◆ EXERCISE PROMPT ◆
What lines of the data below hold the string "true"? Copy each one out.

Stored records:
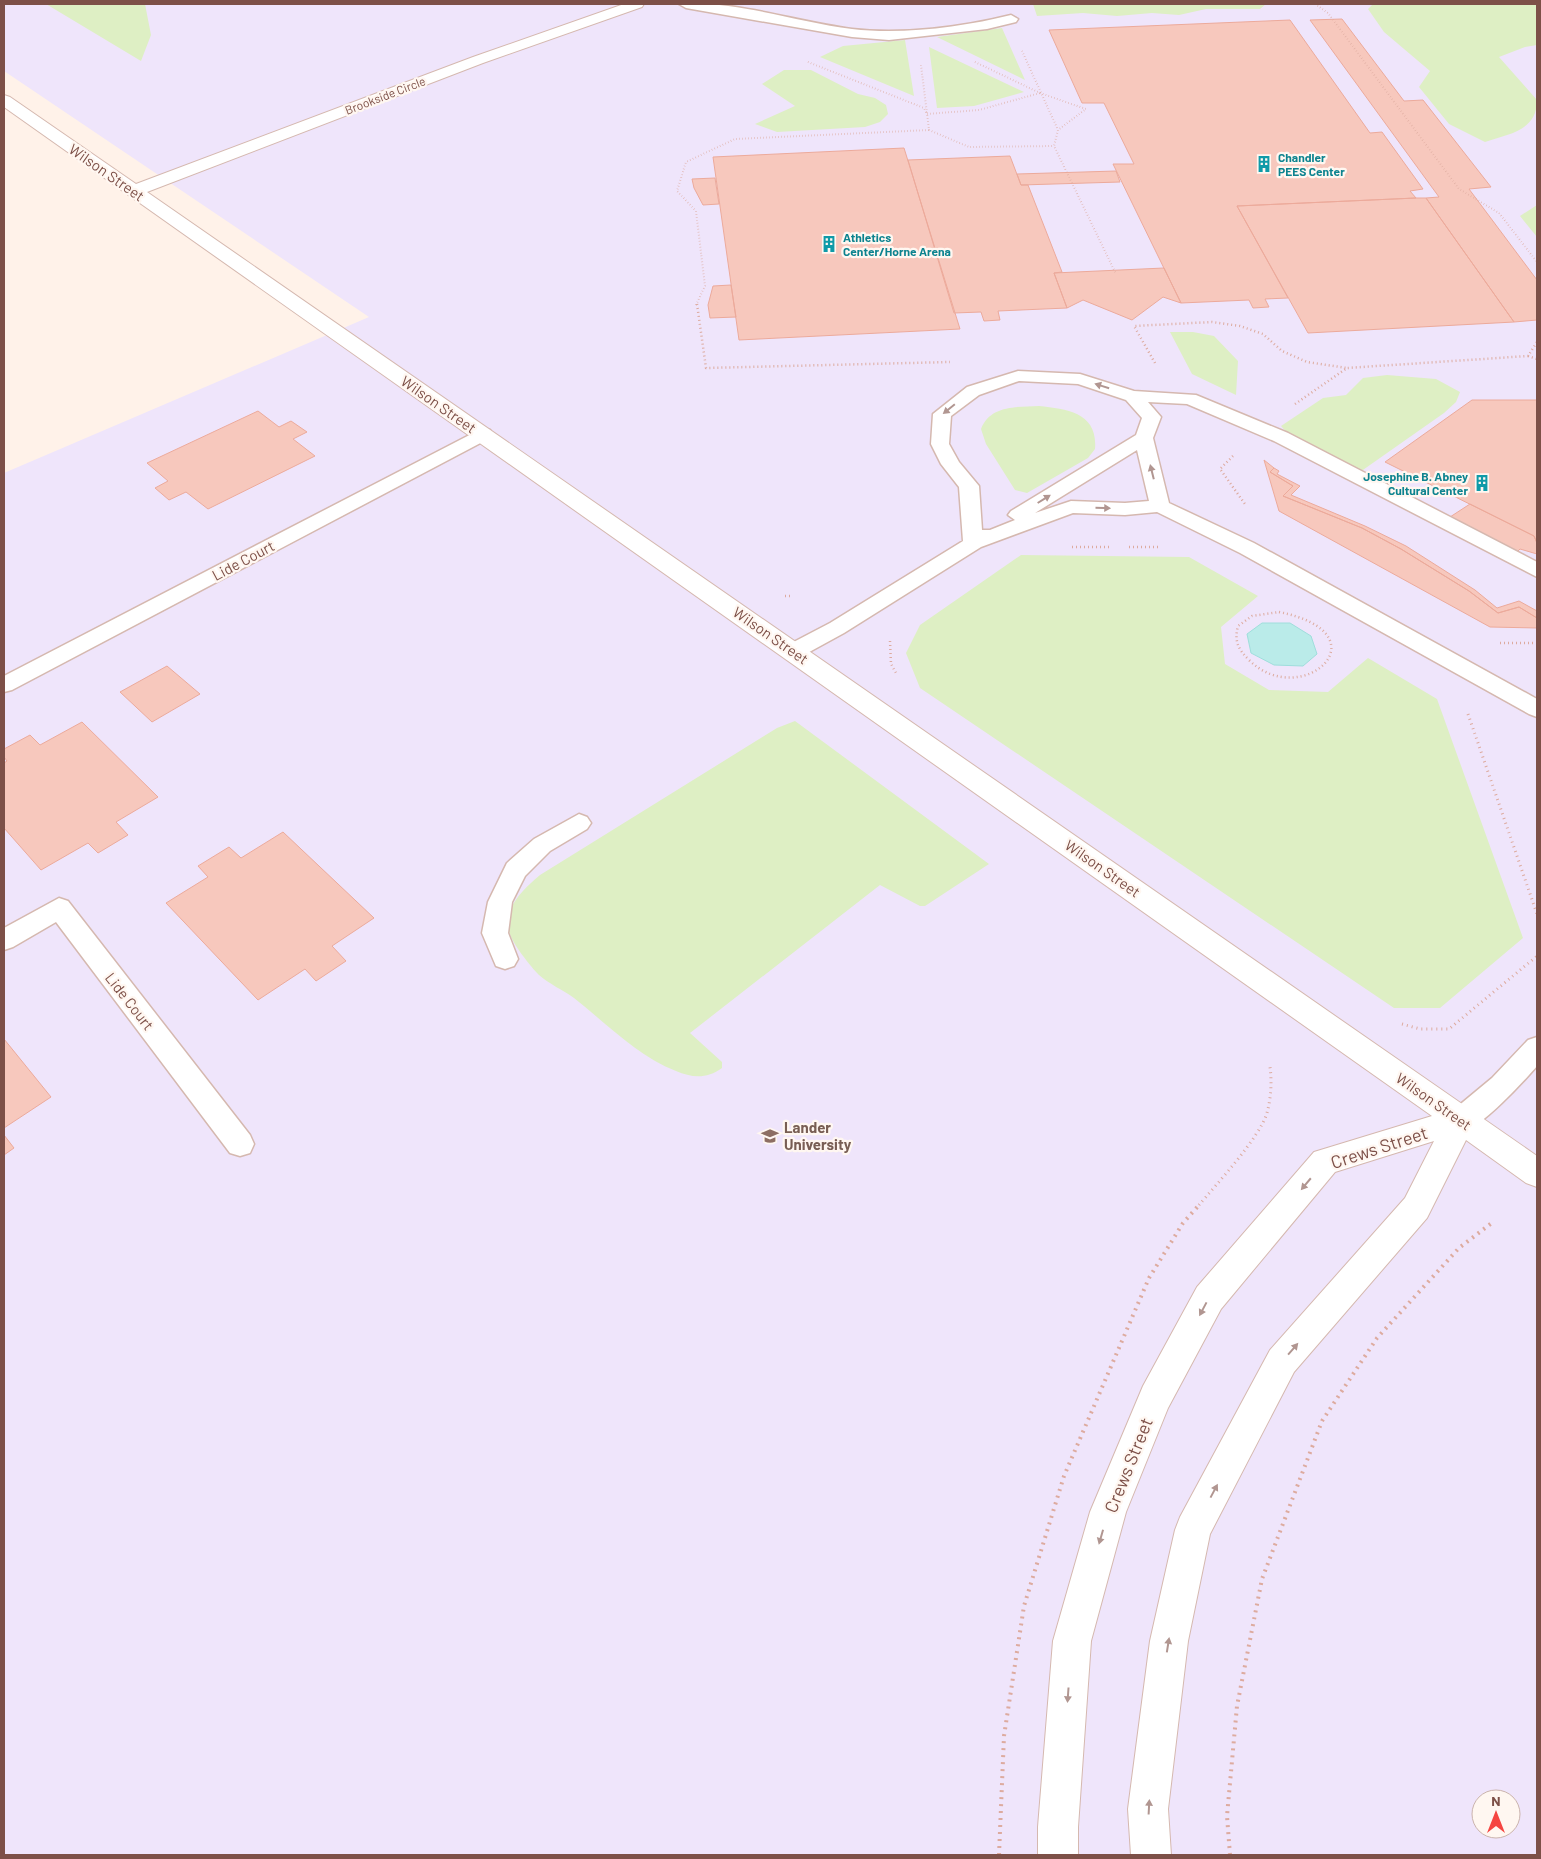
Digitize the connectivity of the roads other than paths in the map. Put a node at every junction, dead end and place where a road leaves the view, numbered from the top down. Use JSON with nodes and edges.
{"nodes":[{"id":1,"x":637,"y":4,"type":"edge"},
{"id":2,"x":686,"y":4,"type":"edge"},
{"id":3,"x":1012,"y":19,"type":"road end"},
{"id":4,"x":6,"y":104,"type":"edge"},
{"id":5,"x":134,"y":190,"type":"junction"},
{"id":6,"x":1132,"y":396,"type":"junction"},
{"id":7,"x":483,"y":434,"type":"junction"},
{"id":8,"x":1144,"y":438,"type":"junction"},
{"id":9,"x":1160,"y":506,"type":"junction"},
{"id":10,"x":973,"y":543,"type":"junction"},
{"id":11,"x":1537,"y":570,"type":"edge"},
{"id":12,"x":794,"y":651,"type":"junction"},
{"id":13,"x":4,"y":686,"type":"edge"},
{"id":14,"x":1537,"y":709,"type":"edge"},
{"id":15,"x":579,"y":823,"type":"dead end"},
{"id":16,"x":4,"y":940,"type":"edge"},
{"id":17,"x":505,"y":959,"type":"dead end"},
{"id":18,"x":1537,"y":1048,"type":"edge"},
{"id":19,"x":1462,"y":1120,"type":"junction"},
{"id":20,"x":240,"y":1144,"type":"dead end"},
{"id":21,"x":1537,"y":1173,"type":"edge"},
{"id":22,"x":1058,"y":1855,"type":"edge"},
{"id":23,"x":1150,"y":1855,"type":"edge"}],
"edges":[{"from":1,"to":5,"type":"street","name":"Brookside Circle"},
{"from":2,"to":3,"type":"lane"},
{"from":4,"to":5,"type":"street","name":"Wilson Street"},
{"from":5,"to":7,"type":"street","name":"Wilson Street"},
{"from":6,"to":8,"type":"lane"},
{"from":6,"to":10,"type":"lane","one_way":true},
{"from":6,"to":11,"type":"lane"},
{"from":7,"to":12,"type":"street","name":"Wilson Street"},
{"from":7,"to":13,"type":"lane","name":"Lide Court"},
{"from":9,"to":8,"type":"lane","one_way":true},
{"from":10,"to":8,"type":"lane","one_way":true},
{"from":10,"to":9,"type":"lane","one_way":true},
{"from":9,"to":14,"type":"lane"},
{"from":10,"to":12,"type":"lane"},
{"from":12,"to":19,"type":"street","name":"Wilson Street"},
{"from":15,"to":17,"type":"lane"},
{"from":16,"to":20,"type":"lane","name":"Lide Court"},
{"from":18,"to":19,"type":"lane"},
{"from":19,"to":21,"type":"street","name":"Wilson Street"},
{"from":19,"to":22,"type":"street","name":"Crews Street","one_way":true},
{"from":23,"to":19,"type":"street","name":"Crews Street","one_way":true}]}
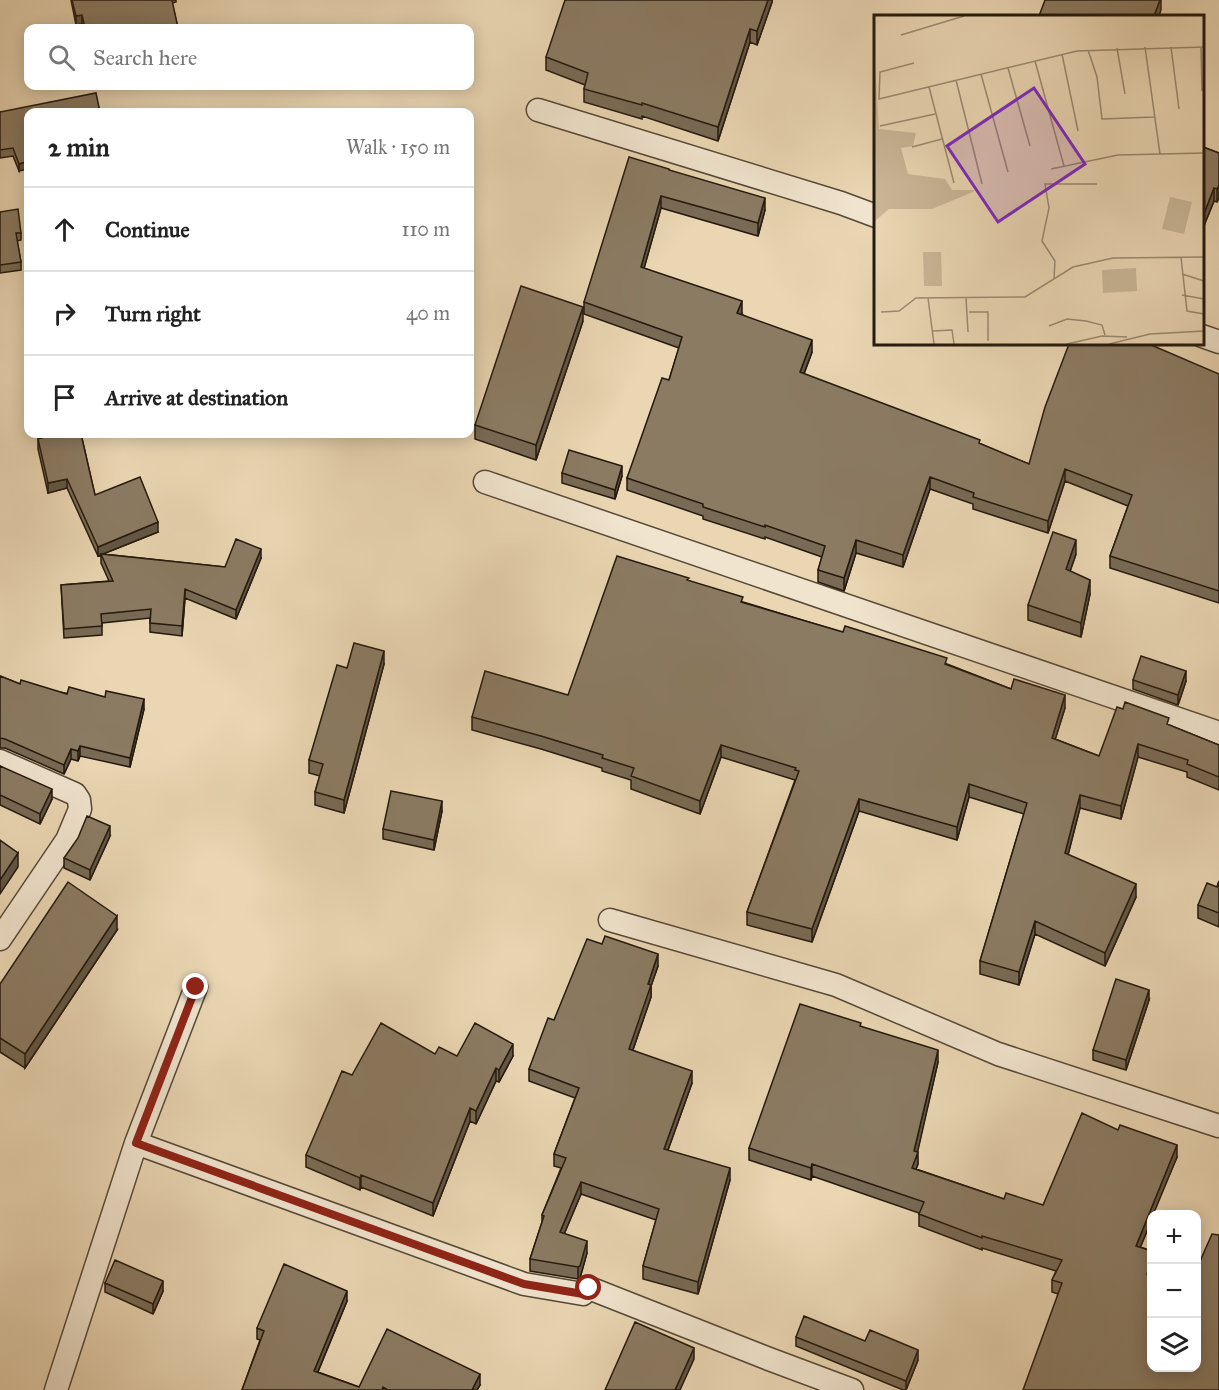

◆ FINISHED EXERCISE ◆
{"from":6,"to":10,"type":"lane","one_way":true},
{"from":9,"to":8,"type":"lane","one_way":true},
{"from":10,"to":8,"type":"lane","one_way":true},
{"from":10,"to":9,"type":"lane","one_way":true},
{"from":19,"to":22,"type":"street","name":"Crews Street","one_way":true},
{"from":23,"to":19,"type":"street","name":"Crews Street","one_way":true}]}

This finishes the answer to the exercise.